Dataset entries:
────

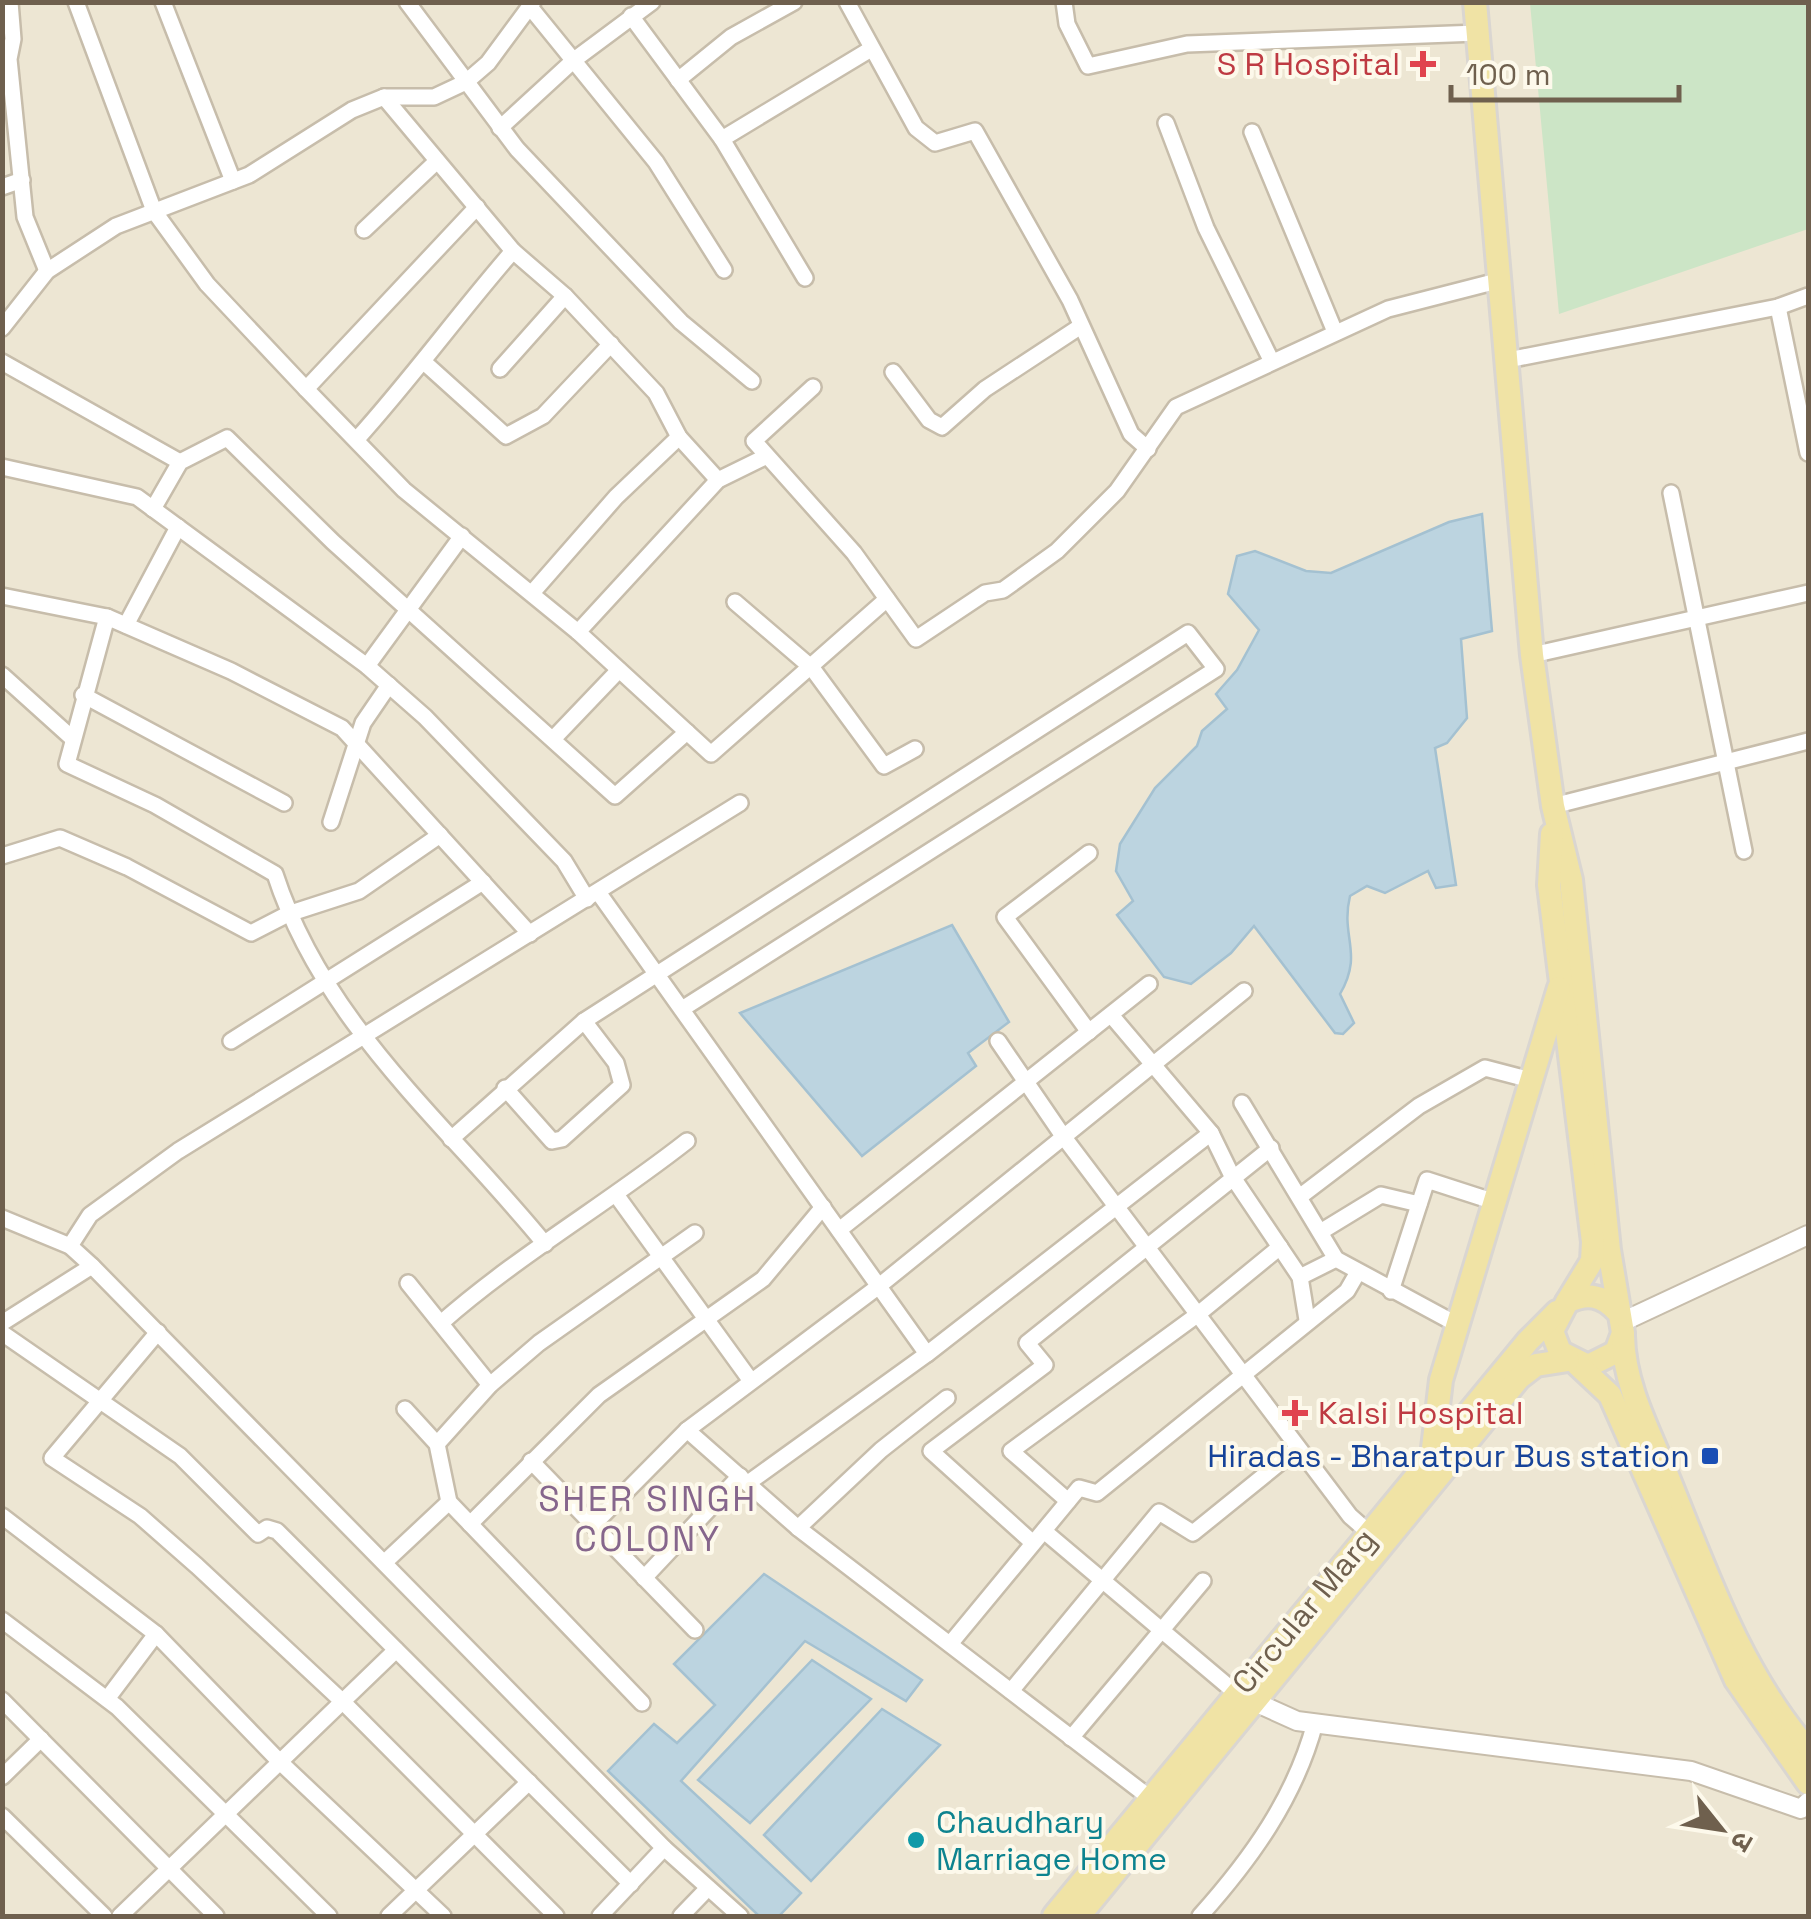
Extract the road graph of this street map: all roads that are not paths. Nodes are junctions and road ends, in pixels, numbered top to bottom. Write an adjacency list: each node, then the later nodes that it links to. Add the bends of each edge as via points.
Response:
1 (10, 2): 14 (street, via 14,39)
2 (76, 2): 28 (street)
3 (163, 2): 25 (street)
4 (407, 2): 17 (street)
5 (652, 2): 11 (street)
6 (794, 2): 16 (street, via 731,37)
7 (847, 2): 13 (street)
8 (1064, 2): 12 (street, via 1088,66 1188,44)
9 (1475, 2): 12 (main road)
10 (532, 5): 15 (street); 17 (street)
11 (631, 16): 15 (street); 16 (street)
12 (1478, 33): 34 (main road)
13 (871, 49): 22 (street); 38 (street, via 916,128 934,143 974,131)
14 (6, 60): 24 (street)
15 (574, 60): 20 (street); 31 (street, via 656,162)
16 (678, 80): 22 (street)
17 (466, 82): 18 (street, via 434,97); 20 (street)
18 (384, 97): 23 (street); 25 (street)
19 (1166, 123): 42 (street, via 1206,228)
20 (500, 128): 48 (street, via 681,322)
21 (1252, 132): 40 (street)
22 (722, 139): 33 (street)
23 (437, 161): 27 (street); 29 (street)
24 (22, 180): 26 (street); 32 (street, via 26,217)
25 (232, 181): 28 (street)
26 (2, 187)
27 (477, 206): 30 (street); 50 (street)
28 (154, 211): 32 (street, via 116,226); 50 (street, via 206,284)
29 (364, 230)
30 (513, 251): 35 (street); 45 (street)
31 (724, 270)
32 (47, 271): 39 (street)
33 (805, 278)
34 (1501, 280): 40 (street, via 1388,308); 43 (main road)
35 (565, 296): 41 (street); 46 (street)
36 (1808, 296): 37 (street)
37 (1778, 307): 43 (street); 54 (street)
38 (1081, 326): 47 (street, via 985,388 942,426 929,420); 53 (street, via 1131,434)
39 (2, 328)
40 (1334, 332): 42 (street)
41 (611, 344): 45 (street, via 543,416 506,436); 51 (street, via 656,393)
42 (1271, 360): 53 (street, via 1176,406)
43 (1508, 360): 73 (main road)
44 (2, 362): 56 (street)
45 (425, 363): 52 (street)
46 (500, 368)
47 (894, 372)
48 (752, 381)
49 (813, 387): 55 (street, via 759,432 754,440)
50 (306, 388): 52 (street)
51 (678, 437): 58 (street); 63 (street)
52 (356, 439): 62 (street, via 404,490)
53 (1148, 449): 66 (street, via 1088,523 1004,590 986,593 916,638)
54 (1808, 452)
55 (765, 457): 58 (street); 66 (street, via 804,494)
56 (180, 462): 60 (street); 68 (street, via 227,438)
57 (2, 466): 60 (street, via 137,497)
58 (718, 480): 72 (street)
59 (1671, 494): 70 (street)
60 (153, 508): 61 (street)
61 (178, 527): 71 (street); 74 (street)
62 (462, 536): 63 (street); 68 (street)
63 (532, 593): 72 (street)
64 (1808, 594): 70 (street)
65 (2, 596): 69 (street)
66 (887, 599): 75 (street)
67 (735, 602): 75 (street)
68 (408, 611): 74 (street); 81 (street)
69 (107, 617): 71 (street); 79 (street)
70 (1696, 618): 73 (street); 86 (street)
71 (126, 626): 84 (street, via 342,728)
72 (578, 632): 76 (street)
73 (1532, 655): 89 (main road)
74 (367, 666): 78 (street)
75 (812, 668): 80 (street, via 711,754); 85 (street, via 884,766)
76 (619, 670): 80 (street); 81 (street)
77 (2, 675): 82 (street)
78 (389, 685): 84 (street); 96 (street)
79 (84, 694): 82 (street); 88 (street)
80 (687, 732): 81 (street, via 616,796)
81 (554, 738)
82 (72, 740): 97 (street, via 67,764 275,874)
83 (1808, 741): 86 (street)
84 (355, 744): 90 (street); 91 (street)
85 (915, 749)
86 (1726, 762): 89 (street); 92 (street)
87 (740, 803): 96 (street)
88 (284, 804)
89 (1553, 806): 100 (main road, Circular Marg, via 1550,885); 150 (main road, via 1571,880)
90 (331, 822)
91 (440, 835): 95 (street); 97 (street, via 359,891)
92 (1744, 850)
93 (1089, 854): 107 (street, via 1005,916)
94 (2, 856): 97 (street, via 60,838 251,933)
95 (483, 882): 98 (street); 101 (street)
96 (592, 895): 98 (street); 99 (street)
97 (288, 914): 101 (street)
98 (530, 934): 108 (street)
99 (656, 973): 104 (street); 104 (street, via 1188,633 1216,668); 106 (street)
100 (1561, 980): 112 (main road); 145 (main road, Circular Marg, via 1594,1242 1584,1280)
101 (328, 982): 108 (street); 109 (street)
102 (1149, 984): 105 (street)
103 (1244, 991): 111 (street)
104 (682, 1009): 126 (street)
105 (1110, 1014): 107 (street); 111 (street)
106 (584, 1022): 114 (street); 114 (street, via 616,1063 622,1084 562,1139 552,1141)
107 (1089, 1032): 113 (street)
108 (362, 1038): 118 (street); 134 (street, via 108,1199)
109 (231, 1041)
110 (998, 1041): 113 (street)
111 (1152, 1064): 116 (street); 117 (street)
112 (1531, 1080): 123 (street, via 1485,1068 1419,1106); 124 (main road)
113 (1026, 1082): 117 (street); 129 (street)
114 (505, 1088): 118 (street)
115 (1242, 1103): 120 (street)
116 (1211, 1133): 121 (street); 127 (street)
117 (1062, 1136): 127 (street); 143 (street)
118 (451, 1139): 133 (street)
119 (686, 1140): 122 (street)
120 (1271, 1148): 121 (street); 123 (street)
121 (1232, 1176): 135 (street); 136 (street)
122 (617, 1196): 133 (street); 137 (street)
123 (1302, 1196): 130 (street)
124 (1495, 1202): 125 (street, via 1427,1180); 152 (main road)
125 (1419, 1204): 130 (street, via 1381,1195); 144 (street)
126 (823, 1207): 129 (street); 147 (street, via 764,1279)
127 (1115, 1207): 135 (street); 155 (street)
128 (2, 1218): 134 (street)
129 (839, 1230): 143 (street)
130 (1322, 1231): 138 (street)
131 (695, 1232): 137 (street)
132 (1808, 1235): 150 (street)
133 (545, 1244): 151 (street)
134 (70, 1246): 139 (street)
135 (1145, 1246): 146 (street); 175 (street, via 1027,1343 1045,1365 931,1451)
136 (1280, 1247): 141 (street); 146 (street)
137 (662, 1258): 147 (street); 159 (street)
138 (1336, 1259): 140 (street); 141 (street)
139 (92, 1266): 149 (street); 153 (street)
140 (1358, 1272): 144 (street); 148 (street, via 1347,1291)
141 (1300, 1277): 148 (street)
142 (408, 1283): 151 (street)
143 (879, 1286): 155 (street); 158 (street)
144 (1391, 1291): 152 (street)
145 (1563, 1306): 150 (main road, via 1588,1295 1609,1302); 156 (main road, via 1554,1319 1554,1342); 166 (main road, Circular Marg)
146 (1197, 1315): 157 (street); 170 (street, via 1010,1452)
147 (706, 1320): 158 (street); 167 (street, via 599,1395)
148 (1307, 1320): 157 (street)
149 (2, 1322)
150 (1621, 1322): 156 (main road, via 1608,1360); 196 (main road, via 1627,1378 1717,1599 1749,1666)
151 (441, 1323): 159 (street)
152 (1458, 1324): 166 (main road)
153 (158, 1332): 161 (street); 177 (street)
154 (2, 1333): 161 (street)
155 (928, 1354): 168 (street)
156 (1573, 1362): 176 (main road, Circular Marg, via 1536,1366 1519,1378); 200 (main road, via 1610,1395 1736,1680)
157 (1244, 1377): 165 (street); 170 (street, via 1097,1493 1079,1488)
158 (751, 1380): 163 (street)
159 (490, 1385): 164 (street)
160 (948, 1398): 174 (street, via 880,1450)
161 (97, 1400): 186 (street, via 180,1456 258,1534 267,1528 277,1532); 191 (street, via 52,1458 140,1516)
162 (406, 1409): 164 (street)
163 (687, 1430): 168 (street); 173 (street)
164 (437, 1444): 169 (street)
165 (1298, 1448): 176 (street); 179 (street, via 1192,1533 1159,1512)
166 (1432, 1457): 176 (main road, Circular Marg)
167 (531, 1461): 172 (street); 173 (street)
168 (744, 1480): 174 (street); 178 (street)
169 (448, 1502): 172 (street); 177 (street)
170 (1068, 1502): 175 (street)
171 (2, 1516): 184 (street)
172 (470, 1524): 192 (street)
173 (593, 1526): 178 (street)
174 (798, 1528): 185 (street)
175 (1038, 1537): 179 (street); 185 (street)
176 (1375, 1539): 188 (main road, Circular Marg)
177 (385, 1562): 206 (street)
178 (644, 1578): 182 (street)
179 (1100, 1580): 183 (street); 187 (street)
180 (1203, 1581): 183 (street)
181 (2, 1620): 189 (street)
182 (695, 1630)
183 (1160, 1630): 188 (street); 194 (street)
184 (156, 1634): 189 (street); 197 (street)
185 (950, 1644): 187 (street)
186 (396, 1650): 191 (street); 199 (street)
187 (1011, 1691): 194 (street)
188 (1245, 1697): 193 (street); 201 (main road, Circular Marg); 222 (main road, Circular Marg)
189 (106, 1699): 203 (street)
190 (2, 1700): 195 (street)
191 (343, 1702): 197 (street); 205 (street)
192 (642, 1702)
193 (1315, 1724): 202 (street, via 1691,1771 1801,1809); 223 (street, via 1302,1772 1252,1854)
194 (1071, 1738): 201 (street)
195 (41, 1739): 198 (street); 207 (street)
196 (1808, 1750)
197 (280, 1762): 203 (street); 210 (street)
198 (2, 1776)
199 (529, 1782): 205 (street); 208 (street)
200 (1808, 1783)
201 (1150, 1798): 221 (main road, Circular Marg)
202 (1808, 1802)
203 (224, 1815): 207 (street); 214 (street)
204 (2, 1816): 211 (street)
205 (475, 1834): 210 (street); 217 (street)
206 (664, 1848): 208 (street); 209 (street)
207 (168, 1870): 212 (street); 213 (street)
208 (631, 1884): 218 (street)
209 (708, 1888): 219 (street); 220 (street)
210 (418, 1890): 215 (street); 216 (street)
211 (104, 1916)
212 (120, 1916)
213 (216, 1916)
214 (329, 1916)
215 (390, 1916)
216 (443, 1916)
217 (556, 1916)
218 (600, 1916)
219 (681, 1916)
220 (740, 1916)
221 (1054, 1916)
222 (1079, 1916)
223 (1200, 1916)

────

## EXERCISE AIM
From the data above, state how many lines contain the string "Marg", offering no other words.

## RESPONSE TO THE EXERCISE
8